- Goal of the exercise
Look through the entries below for the string "that", and copy each line where it is found.

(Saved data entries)
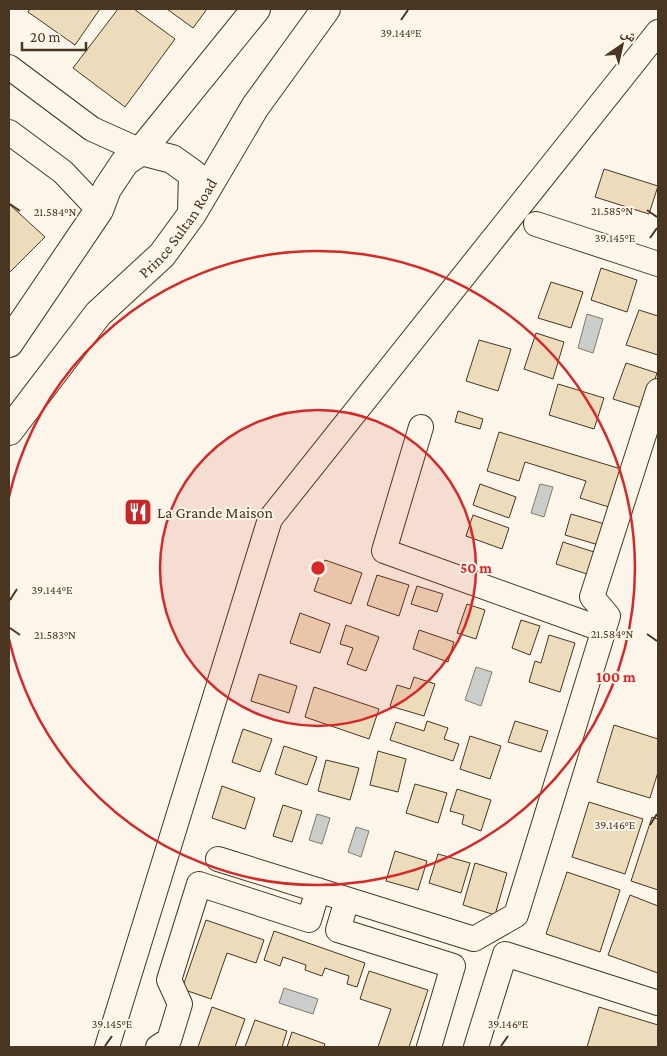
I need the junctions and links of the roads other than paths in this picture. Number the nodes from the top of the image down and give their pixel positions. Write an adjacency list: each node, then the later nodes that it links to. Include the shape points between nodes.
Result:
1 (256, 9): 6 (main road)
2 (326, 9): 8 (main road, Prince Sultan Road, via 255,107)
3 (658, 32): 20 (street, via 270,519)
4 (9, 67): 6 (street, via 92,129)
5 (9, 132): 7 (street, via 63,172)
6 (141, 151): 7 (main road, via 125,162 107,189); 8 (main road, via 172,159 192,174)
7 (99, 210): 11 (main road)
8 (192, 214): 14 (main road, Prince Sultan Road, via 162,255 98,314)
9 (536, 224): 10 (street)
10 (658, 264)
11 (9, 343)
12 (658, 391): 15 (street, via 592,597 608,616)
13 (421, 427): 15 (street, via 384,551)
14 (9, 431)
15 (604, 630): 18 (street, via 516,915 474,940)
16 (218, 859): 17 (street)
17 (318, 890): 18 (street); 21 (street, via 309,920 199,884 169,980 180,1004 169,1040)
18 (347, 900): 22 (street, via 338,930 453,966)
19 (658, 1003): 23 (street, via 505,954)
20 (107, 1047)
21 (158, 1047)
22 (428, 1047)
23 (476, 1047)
* * *
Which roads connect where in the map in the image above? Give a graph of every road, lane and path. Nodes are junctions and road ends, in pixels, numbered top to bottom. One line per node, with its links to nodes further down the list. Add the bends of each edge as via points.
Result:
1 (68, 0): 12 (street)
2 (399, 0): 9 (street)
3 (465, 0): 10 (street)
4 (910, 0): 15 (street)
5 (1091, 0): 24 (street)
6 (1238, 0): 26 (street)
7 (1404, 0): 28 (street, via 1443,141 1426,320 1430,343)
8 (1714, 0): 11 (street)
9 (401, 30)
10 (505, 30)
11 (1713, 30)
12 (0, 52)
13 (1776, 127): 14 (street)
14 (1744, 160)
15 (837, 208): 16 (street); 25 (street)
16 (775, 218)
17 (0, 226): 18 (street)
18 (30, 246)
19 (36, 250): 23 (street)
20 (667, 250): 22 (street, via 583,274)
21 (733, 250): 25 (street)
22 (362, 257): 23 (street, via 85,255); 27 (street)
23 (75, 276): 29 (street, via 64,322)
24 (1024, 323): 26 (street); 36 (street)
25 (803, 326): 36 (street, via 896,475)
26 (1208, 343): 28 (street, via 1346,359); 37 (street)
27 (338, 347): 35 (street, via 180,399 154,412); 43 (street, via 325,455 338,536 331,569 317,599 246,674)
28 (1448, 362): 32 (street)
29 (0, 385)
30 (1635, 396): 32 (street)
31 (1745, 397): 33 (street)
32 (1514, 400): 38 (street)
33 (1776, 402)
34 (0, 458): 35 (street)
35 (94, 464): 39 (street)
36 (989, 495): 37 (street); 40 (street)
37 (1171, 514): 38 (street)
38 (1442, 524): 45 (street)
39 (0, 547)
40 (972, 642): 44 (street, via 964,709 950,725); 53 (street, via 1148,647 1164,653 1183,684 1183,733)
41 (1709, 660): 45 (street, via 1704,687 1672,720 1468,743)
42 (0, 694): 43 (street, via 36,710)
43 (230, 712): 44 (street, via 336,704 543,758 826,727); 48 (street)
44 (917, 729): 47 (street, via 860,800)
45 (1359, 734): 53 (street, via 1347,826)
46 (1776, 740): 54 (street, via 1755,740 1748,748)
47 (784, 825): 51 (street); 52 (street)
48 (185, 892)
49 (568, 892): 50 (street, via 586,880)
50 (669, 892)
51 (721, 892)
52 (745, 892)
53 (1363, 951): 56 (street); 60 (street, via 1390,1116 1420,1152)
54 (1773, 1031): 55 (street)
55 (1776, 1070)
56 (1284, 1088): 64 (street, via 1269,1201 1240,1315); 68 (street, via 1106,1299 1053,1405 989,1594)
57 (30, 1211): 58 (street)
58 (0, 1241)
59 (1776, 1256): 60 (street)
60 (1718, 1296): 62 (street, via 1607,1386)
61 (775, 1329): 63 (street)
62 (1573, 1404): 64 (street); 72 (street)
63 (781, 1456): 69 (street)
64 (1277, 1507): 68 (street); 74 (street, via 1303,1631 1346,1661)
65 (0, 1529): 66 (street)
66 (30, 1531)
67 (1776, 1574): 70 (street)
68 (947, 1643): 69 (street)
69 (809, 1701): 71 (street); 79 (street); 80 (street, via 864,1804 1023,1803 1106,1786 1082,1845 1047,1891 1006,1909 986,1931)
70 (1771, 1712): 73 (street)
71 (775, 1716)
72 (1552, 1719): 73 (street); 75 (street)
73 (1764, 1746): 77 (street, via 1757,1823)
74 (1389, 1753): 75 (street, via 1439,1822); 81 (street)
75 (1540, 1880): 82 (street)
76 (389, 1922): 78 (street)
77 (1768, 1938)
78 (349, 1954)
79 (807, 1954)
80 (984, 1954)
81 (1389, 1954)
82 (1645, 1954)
---
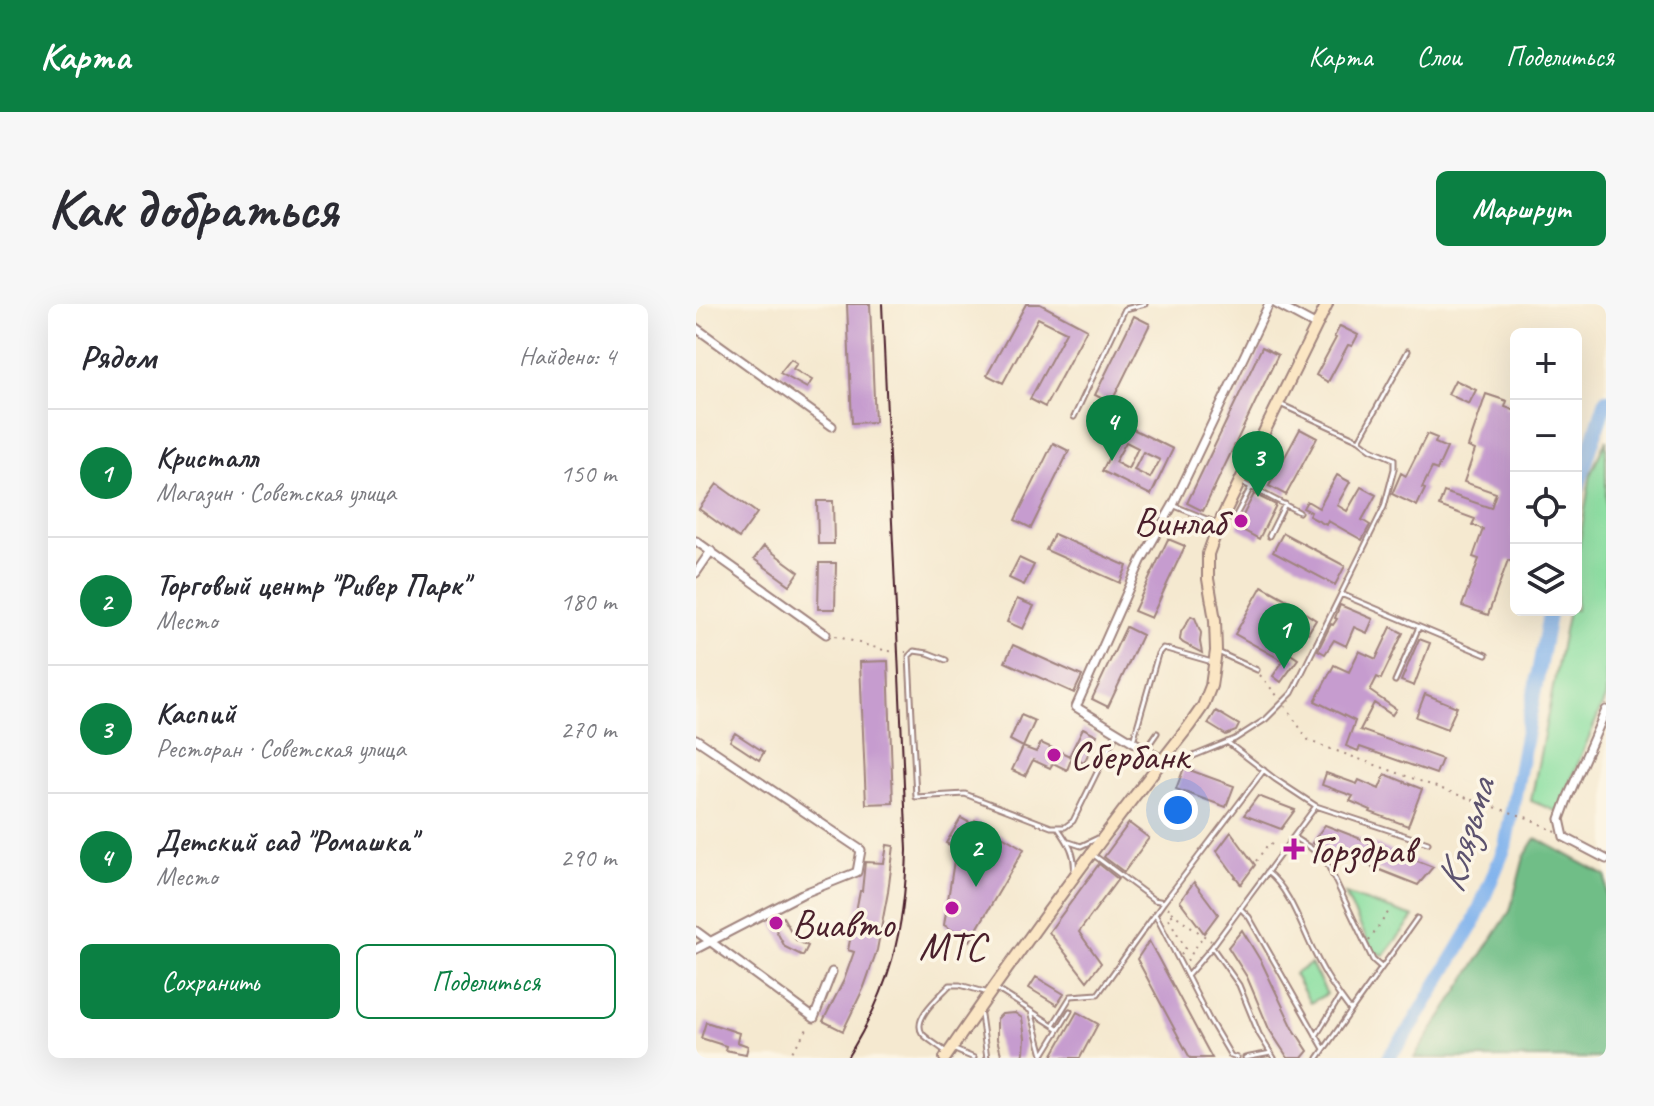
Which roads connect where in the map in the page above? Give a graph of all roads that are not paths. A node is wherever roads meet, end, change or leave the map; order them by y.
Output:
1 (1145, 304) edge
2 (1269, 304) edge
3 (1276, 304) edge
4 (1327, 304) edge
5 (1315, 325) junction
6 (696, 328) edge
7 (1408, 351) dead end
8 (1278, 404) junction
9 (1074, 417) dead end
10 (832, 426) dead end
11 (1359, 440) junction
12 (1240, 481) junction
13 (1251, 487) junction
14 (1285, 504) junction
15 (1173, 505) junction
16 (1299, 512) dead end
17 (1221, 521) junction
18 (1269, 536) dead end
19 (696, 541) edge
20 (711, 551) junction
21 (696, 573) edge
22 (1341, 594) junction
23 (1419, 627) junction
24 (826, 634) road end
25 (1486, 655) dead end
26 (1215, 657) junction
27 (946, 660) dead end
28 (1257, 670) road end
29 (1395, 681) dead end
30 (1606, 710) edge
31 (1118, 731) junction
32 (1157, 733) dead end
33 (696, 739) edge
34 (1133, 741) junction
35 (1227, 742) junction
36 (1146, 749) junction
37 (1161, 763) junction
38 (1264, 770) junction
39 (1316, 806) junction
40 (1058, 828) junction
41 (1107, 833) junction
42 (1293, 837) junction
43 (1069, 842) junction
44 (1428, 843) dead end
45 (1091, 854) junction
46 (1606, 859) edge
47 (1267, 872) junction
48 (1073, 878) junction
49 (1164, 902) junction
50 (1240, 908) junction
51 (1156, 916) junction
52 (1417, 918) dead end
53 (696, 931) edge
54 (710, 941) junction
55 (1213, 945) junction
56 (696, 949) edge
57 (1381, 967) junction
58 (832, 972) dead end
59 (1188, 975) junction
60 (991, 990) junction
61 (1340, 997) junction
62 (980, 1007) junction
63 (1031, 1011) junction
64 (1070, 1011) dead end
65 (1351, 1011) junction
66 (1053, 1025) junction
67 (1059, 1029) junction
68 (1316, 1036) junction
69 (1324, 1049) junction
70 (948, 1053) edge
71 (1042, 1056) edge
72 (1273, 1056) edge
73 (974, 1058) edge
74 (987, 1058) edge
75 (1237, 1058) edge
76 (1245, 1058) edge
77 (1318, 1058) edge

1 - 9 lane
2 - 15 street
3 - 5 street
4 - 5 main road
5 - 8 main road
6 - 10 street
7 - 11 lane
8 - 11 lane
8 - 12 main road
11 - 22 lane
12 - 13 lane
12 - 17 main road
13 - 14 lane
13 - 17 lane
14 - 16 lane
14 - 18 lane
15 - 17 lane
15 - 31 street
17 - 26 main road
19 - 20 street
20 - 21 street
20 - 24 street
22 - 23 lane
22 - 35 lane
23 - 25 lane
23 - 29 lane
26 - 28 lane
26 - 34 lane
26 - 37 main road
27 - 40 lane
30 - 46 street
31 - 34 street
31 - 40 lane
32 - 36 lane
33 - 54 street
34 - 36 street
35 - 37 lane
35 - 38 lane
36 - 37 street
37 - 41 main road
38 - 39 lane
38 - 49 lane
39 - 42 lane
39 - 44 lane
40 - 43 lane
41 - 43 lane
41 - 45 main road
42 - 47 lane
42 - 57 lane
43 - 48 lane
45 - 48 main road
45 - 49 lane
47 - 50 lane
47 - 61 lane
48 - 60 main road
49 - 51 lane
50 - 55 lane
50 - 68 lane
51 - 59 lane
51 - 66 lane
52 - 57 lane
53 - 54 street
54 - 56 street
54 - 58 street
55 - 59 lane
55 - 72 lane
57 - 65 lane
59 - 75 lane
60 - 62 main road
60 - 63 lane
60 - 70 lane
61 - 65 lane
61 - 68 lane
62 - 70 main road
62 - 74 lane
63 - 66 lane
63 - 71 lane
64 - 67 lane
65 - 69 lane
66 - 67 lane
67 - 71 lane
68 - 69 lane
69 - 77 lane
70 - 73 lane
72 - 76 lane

- Answer to this problem
I need the junctions and links of the roads other than paths in this picture. Number the nodes from the top of the image down and give their pixel positions. Write an adjacency list: each node, then the later nodes that it links to. Include the shape points between nodes.
Which roads connect where in the map in the page above? Give a graph of all roads that are not paths. A node is wherever roads meet, end, change or leave the map; order them by y.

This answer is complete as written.